Agent support for Carnival’s online search ban

Issues & Trends – September 2013

Agent support for Carnival’s online search ban

CARNIVAL Australia’s veto on online agents’ use of the company’s cruise brands in paid search advertising has drawn a mixed reaction from agents.

The world’s largest cruise company has emailed agents forbidding the use of branded keywords associated with Cunard Line, Carnival Cruise Lines, P&O Cruises Australia, P&O Cruises World Cruising and Princess Cruises in online paid search advertising.

It has provided agents with a list of prohibited key words and ordered them to “negative match” the words in paid search advertising.

Agents breaching the policy will incur sanctions involving loss of access to Carnival’s Polar booking system and restrictions on, or loss of, Carnival marketing benefits such as the partnership incentive program, select sailings and cruise sales.

The company says its new policy is a response to recent changes to Google’s AdWords Trademark policy, prompting it “to take a more active role in protecting its brands and associated trademarks, and in ensuring consumers are not misled in connection with
the use of its name and brands”.

The move comes at a time when, it is estimated, some online cruise marketers have been spending as much as $10,000 per month in “pay per click” advertising, much of it linked to cruise company brand names, as a search engine optimisation (SEO) technique designed to draw potential customers to their websites.

The result can be that a third party online agent can achieve the number one spot for searches of a cruise brand name. The owner of the brand would have to spend similarly to regain the number one position for searches of its own name.

Reportedly the Carnival initiative has stoked anger among agents with some interpreting it as a move by the cruise line to divert sales to its own website and some even investigating the possibility of trade practices breaches.

Certainly the move comes against a background of suspicion among agents that the company has become more aggressive in promoting direct sales in recent years.

But there is by no means universal agent anger about the ban on use of brand name key words in paid advertising. There is also indifference, and even support, among key cruise agents.

Steve Lloyd, chief executive of Australia’s most powerful cruise agency consortium, Cruiseco, said his company was unaffected “because our search engine optimisation does not involve using other cruise lines’ brands”. He accepted Carnival’s right
to protect its brands.

And Cruise Holidays managing director Les Farrar supported the move, pointing out that Google searches for terms associated with the Carnival brands are no longer generating third party advertising “which is completely the opposite of just a few weeks ago”.

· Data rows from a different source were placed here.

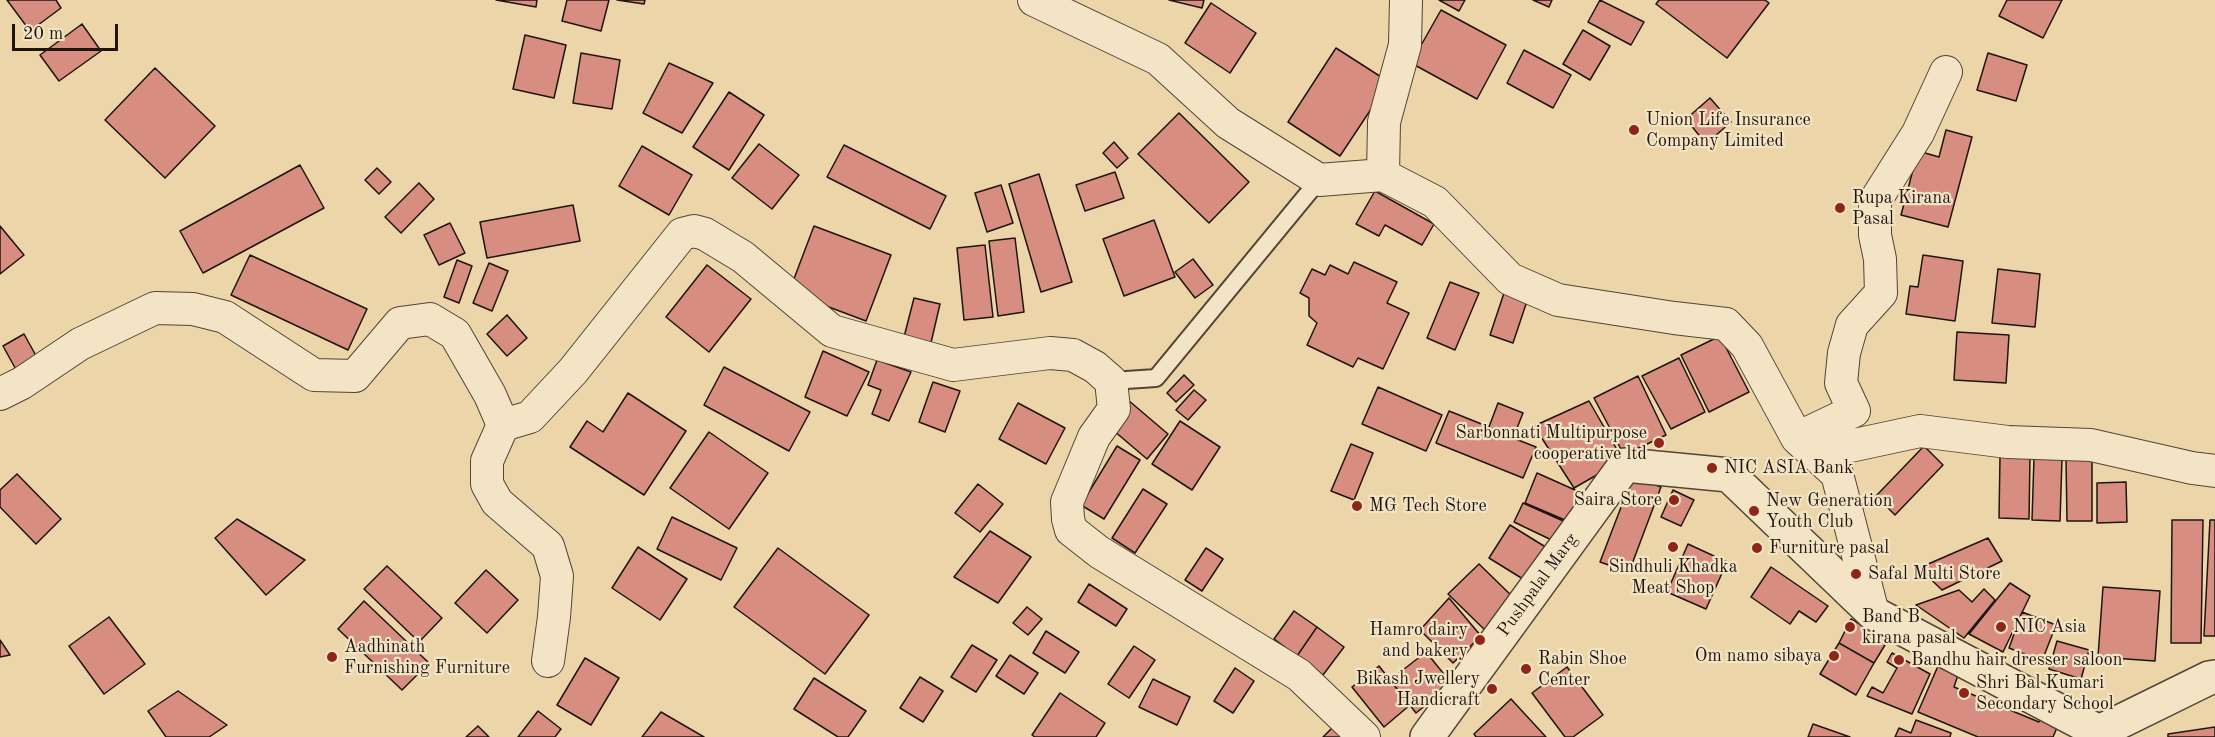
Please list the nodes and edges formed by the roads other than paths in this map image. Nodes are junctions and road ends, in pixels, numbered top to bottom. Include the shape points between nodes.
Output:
1 (1034, 0) edge
2 (1406, 0) edge
3 (1946, 72) dead end
4 (1383, 175) junction
5 (1319, 180) junction
6 (1111, 381) junction
7 (0, 394) edge
8 (503, 425) junction
9 (1797, 438) junction
10 (2215, 471) edge
11 (1873, 613) junction
12 (548, 662) dead end
13 (2215, 677) edge
14 (1364, 737) edge
15 (1427, 737) edge

1 - 5 street via 1158,59 1228,123
2 - 4 street via 1404,45 1384,122
3 - 9 street via 1918,133 1875,201 1881,293 1852,325 1841,383 1854,411
4 - 5 street
4 - 9 street via 1435,202 1510,279 1539,292 1558,300 1726,324 1747,346
5 - 6 lane via 1156,378
6 - 8 street via 1073,355 1050,353 953,365 832,331 742,257 694,231 682,234 573,371 530,417
6 - 14 street via 1114,409 1094,437 1067,502 1071,530 1098,552 1299,675
7 - 8 street via 80,344 155,309 193,309 225,317 314,375 355,376 400,323 430,319 455,334
8 - 12 street via 488,461 487,484 497,502 548,546 557,576
9 - 10 street via 1850,446 1920,430 2008,442 2091,445
9 - 11 street via 1837,474
11 - 13 street, Pushpalal Marg via 2099,732
11 - 15 street, Pushpalal Marg via 1729,476 1625,465

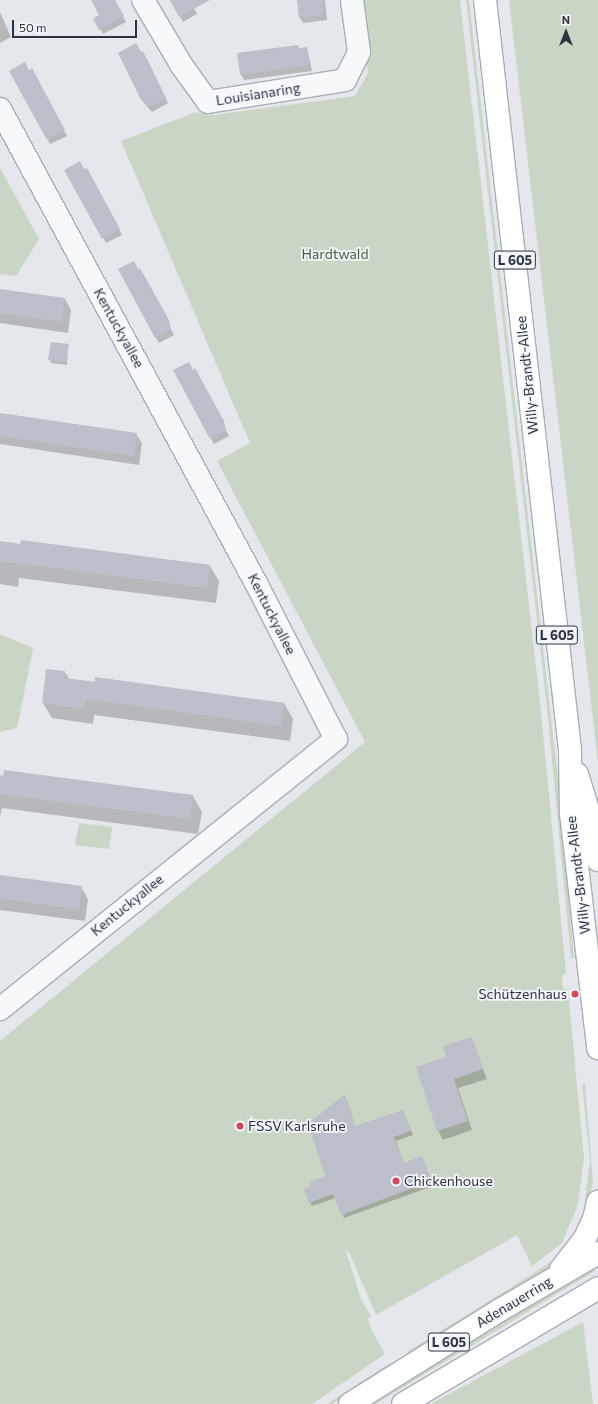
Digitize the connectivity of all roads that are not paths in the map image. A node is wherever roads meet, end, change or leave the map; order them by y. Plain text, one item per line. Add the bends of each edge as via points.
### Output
1 (143, 0) edge
2 (352, 0) edge
3 (485, 0) edge
4 (0, 109) edge
5 (570, 750) junction
6 (598, 860) edge
7 (0, 1010) edge
8 (598, 1048) edge
9 (598, 1200) edge
10 (598, 1253) edge
11 (549, 1281) junction
12 (598, 1288) edge
13 (350, 1404) edge
14 (403, 1404) edge

1 - 2 street, Louisianaring via 182,66 208,102 345,80 359,52
3 - 5 main road, Willy-Brandt-Allee / L 605
4 - 7 street, Kentuckyallee via 249,569 336,739
5 - 6 main road, Willy-Brandt-Allee / L 605 via 590,816
5 - 8 main road, Willy-Brandt-Allee / L 605 via 571,813
9 - 11 main road via 594,1219 585,1238 571,1258
10 - 11 main road, Adenauerring / L 605
11 - 13 main road, Adenauerring / L 605
12 - 14 main road, L 605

He said: “Rather than view this negatively I believe this is a positive step for agents in general, as the cost of Google advertising had blown out far beyond what most agencies could afford anyway. 

“So rather than punish agents, it really has only affected a select few, and will in fact benefit the majority of pro-active and professional agents, both online and traditional store based.”

Rather than relying on SEO and discounting, agents should be attract-ing business by being creative and adding value, he said.

Farrar also defended Carnival against the suggestion that it is stepping up its drive for direct business. He lauded the company’s “select sailings” which enable agents to offer on-board credits not available online.